## PROBLEM DETAILS
Your reply is to be the lines below, exactly as written, with images omitted.

------ DATA FOR ANALYSIS

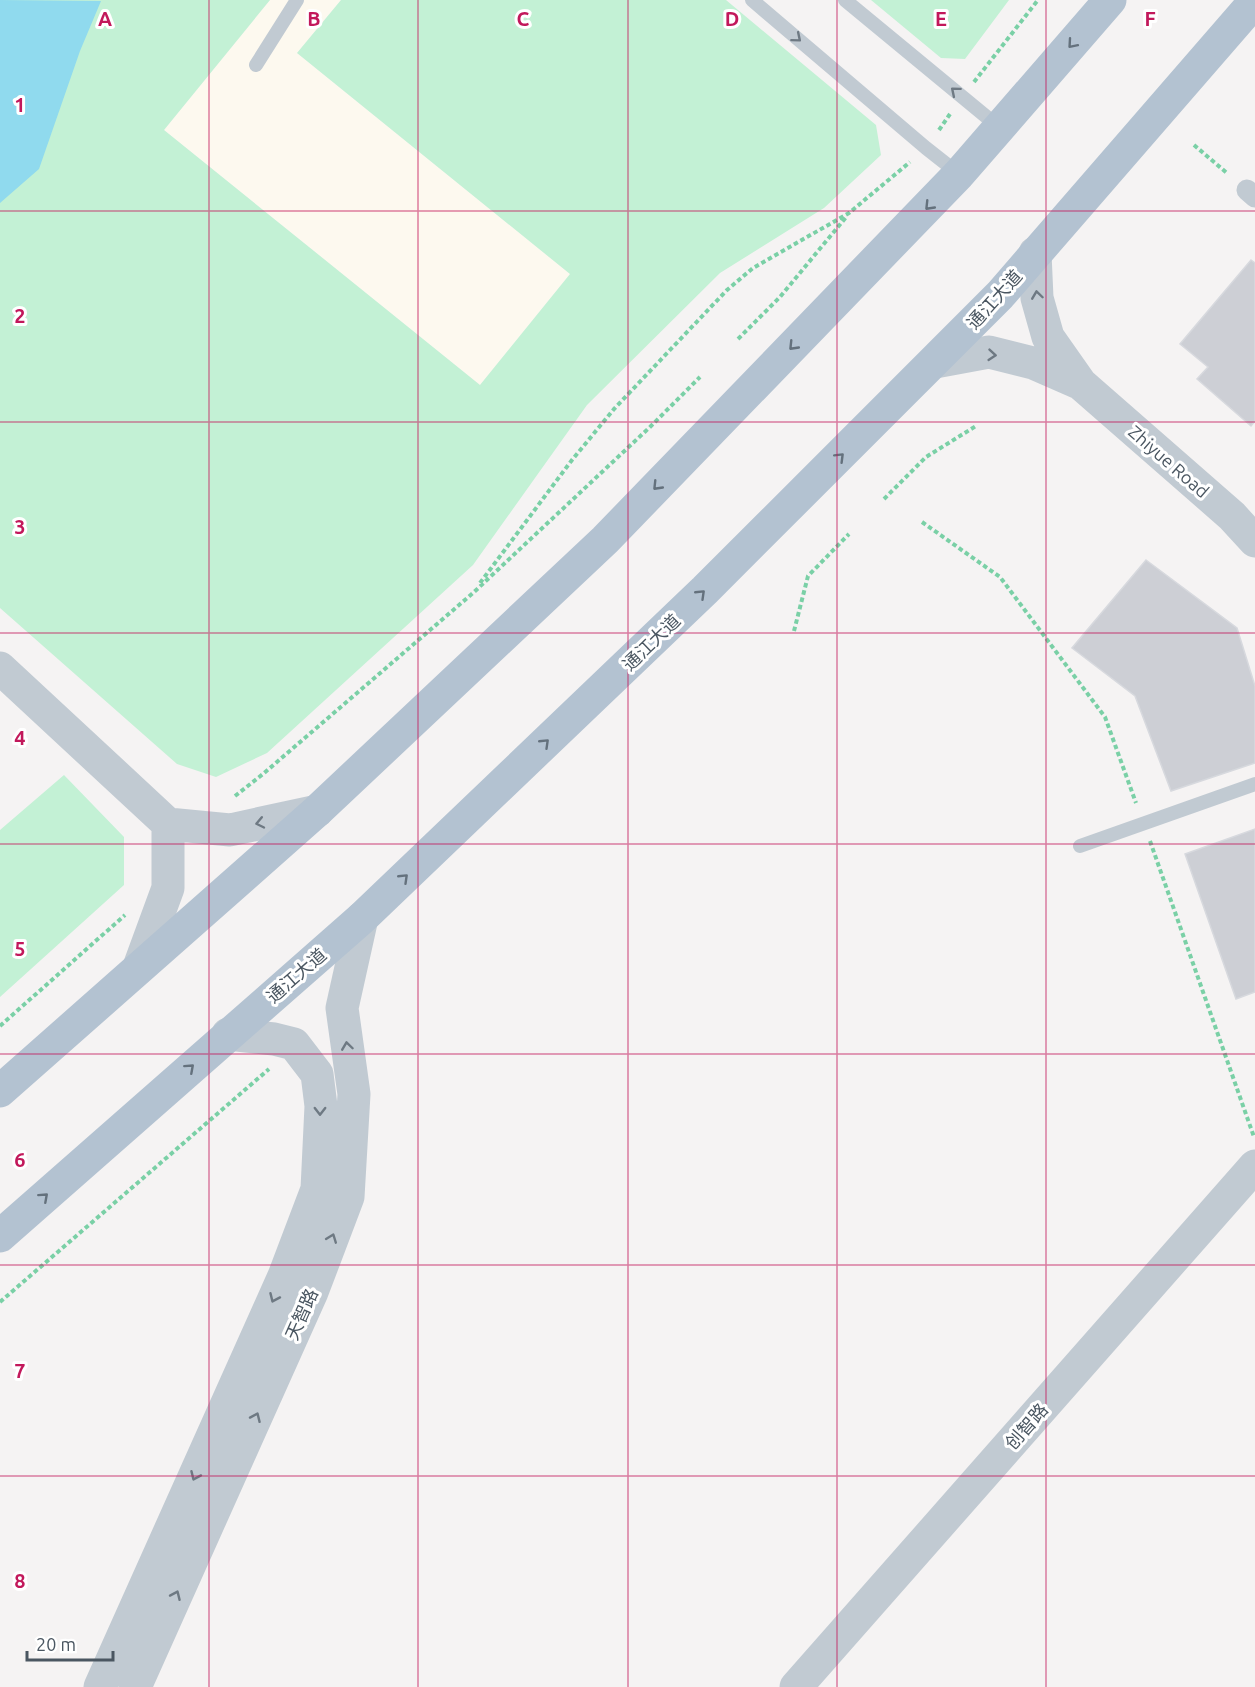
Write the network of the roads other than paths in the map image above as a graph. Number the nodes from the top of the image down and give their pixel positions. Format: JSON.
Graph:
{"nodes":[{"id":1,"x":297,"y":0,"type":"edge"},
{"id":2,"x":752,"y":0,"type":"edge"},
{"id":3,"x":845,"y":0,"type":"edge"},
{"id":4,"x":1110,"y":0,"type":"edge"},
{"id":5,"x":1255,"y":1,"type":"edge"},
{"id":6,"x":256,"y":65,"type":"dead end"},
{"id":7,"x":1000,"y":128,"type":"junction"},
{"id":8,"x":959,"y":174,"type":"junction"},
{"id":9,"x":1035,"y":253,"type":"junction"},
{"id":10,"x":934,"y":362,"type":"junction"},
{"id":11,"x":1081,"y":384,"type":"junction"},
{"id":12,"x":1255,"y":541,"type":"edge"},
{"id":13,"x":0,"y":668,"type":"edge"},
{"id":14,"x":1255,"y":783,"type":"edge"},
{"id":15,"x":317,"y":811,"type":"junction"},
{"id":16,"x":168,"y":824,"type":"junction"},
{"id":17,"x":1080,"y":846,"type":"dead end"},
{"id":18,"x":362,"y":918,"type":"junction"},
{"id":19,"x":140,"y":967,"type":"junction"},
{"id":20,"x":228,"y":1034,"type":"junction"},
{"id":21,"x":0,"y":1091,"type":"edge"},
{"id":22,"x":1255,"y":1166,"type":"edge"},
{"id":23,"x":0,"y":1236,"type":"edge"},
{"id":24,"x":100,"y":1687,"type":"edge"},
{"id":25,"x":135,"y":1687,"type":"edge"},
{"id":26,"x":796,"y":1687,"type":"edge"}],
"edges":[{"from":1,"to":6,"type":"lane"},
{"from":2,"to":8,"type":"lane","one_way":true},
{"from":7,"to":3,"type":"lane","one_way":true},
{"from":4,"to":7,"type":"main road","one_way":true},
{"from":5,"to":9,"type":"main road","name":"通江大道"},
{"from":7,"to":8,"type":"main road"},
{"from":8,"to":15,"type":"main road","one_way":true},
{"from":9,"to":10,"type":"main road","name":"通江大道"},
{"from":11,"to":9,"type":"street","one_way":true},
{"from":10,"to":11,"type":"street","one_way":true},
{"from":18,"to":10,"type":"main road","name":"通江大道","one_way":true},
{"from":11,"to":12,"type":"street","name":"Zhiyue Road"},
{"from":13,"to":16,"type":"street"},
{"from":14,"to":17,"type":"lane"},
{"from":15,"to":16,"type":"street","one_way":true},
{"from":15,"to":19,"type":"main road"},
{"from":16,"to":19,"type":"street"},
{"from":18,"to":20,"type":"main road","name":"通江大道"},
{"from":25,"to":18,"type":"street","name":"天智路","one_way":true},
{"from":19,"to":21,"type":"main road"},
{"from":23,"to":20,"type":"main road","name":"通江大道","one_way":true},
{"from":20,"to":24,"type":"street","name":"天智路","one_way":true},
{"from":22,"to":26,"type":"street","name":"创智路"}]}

------------

## YOUR SOLUTION
Write the network of the roads other than paths in the map image above as a graph. Number the nodes from the top of the image down and give their pixel positions. Format: JSON.
Graph:
{"nodes":[{"id":1,"x":297,"y":0,"type":"edge"},
{"id":2,"x":752,"y":0,"type":"edge"},
{"id":3,"x":845,"y":0,"type":"edge"},
{"id":4,"x":1110,"y":0,"type":"edge"},
{"id":5,"x":1255,"y":1,"type":"edge"},
{"id":6,"x":256,"y":65,"type":"dead end"},
{"id":7,"x":1000,"y":128,"type":"junction"},
{"id":8,"x":959,"y":174,"type":"junction"},
{"id":9,"x":1035,"y":253,"type":"junction"},
{"id":10,"x":934,"y":362,"type":"junction"},
{"id":11,"x":1081,"y":384,"type":"junction"},
{"id":12,"x":1255,"y":541,"type":"edge"},
{"id":13,"x":0,"y":668,"type":"edge"},
{"id":14,"x":1255,"y":783,"type":"edge"},
{"id":15,"x":317,"y":811,"type":"junction"},
{"id":16,"x":168,"y":824,"type":"junction"},
{"id":17,"x":1080,"y":846,"type":"dead end"},
{"id":18,"x":362,"y":918,"type":"junction"},
{"id":19,"x":140,"y":967,"type":"junction"},
{"id":20,"x":228,"y":1034,"type":"junction"},
{"id":21,"x":0,"y":1091,"type":"edge"},
{"id":22,"x":1255,"y":1166,"type":"edge"},
{"id":23,"x":0,"y":1236,"type":"edge"},
{"id":24,"x":100,"y":1687,"type":"edge"},
{"id":25,"x":135,"y":1687,"type":"edge"},
{"id":26,"x":796,"y":1687,"type":"edge"}],
"edges":[{"from":1,"to":6,"type":"lane"},
{"from":2,"to":8,"type":"lane","one_way":true},
{"from":7,"to":3,"type":"lane","one_way":true},
{"from":4,"to":7,"type":"main road","one_way":true},
{"from":5,"to":9,"type":"main road","name":"通江大道"},
{"from":7,"to":8,"type":"main road"},
{"from":8,"to":15,"type":"main road","one_way":true},
{"from":9,"to":10,"type":"main road","name":"通江大道"},
{"from":11,"to":9,"type":"street","one_way":true},
{"from":10,"to":11,"type":"street","one_way":true},
{"from":18,"to":10,"type":"main road","name":"通江大道","one_way":true},
{"from":11,"to":12,"type":"street","name":"Zhiyue Road"},
{"from":13,"to":16,"type":"street"},
{"from":14,"to":17,"type":"lane"},
{"from":15,"to":16,"type":"street","one_way":true},
{"from":15,"to":19,"type":"main road"},
{"from":16,"to":19,"type":"street"},
{"from":18,"to":20,"type":"main road","name":"通江大道"},
{"from":25,"to":18,"type":"street","name":"天智路","one_way":true},
{"from":19,"to":21,"type":"main road"},
{"from":23,"to":20,"type":"main road","name":"通江大道","one_way":true},
{"from":20,"to":24,"type":"street","name":"天智路","one_way":true},
{"from":22,"to":26,"type":"street","name":"创智路"}]}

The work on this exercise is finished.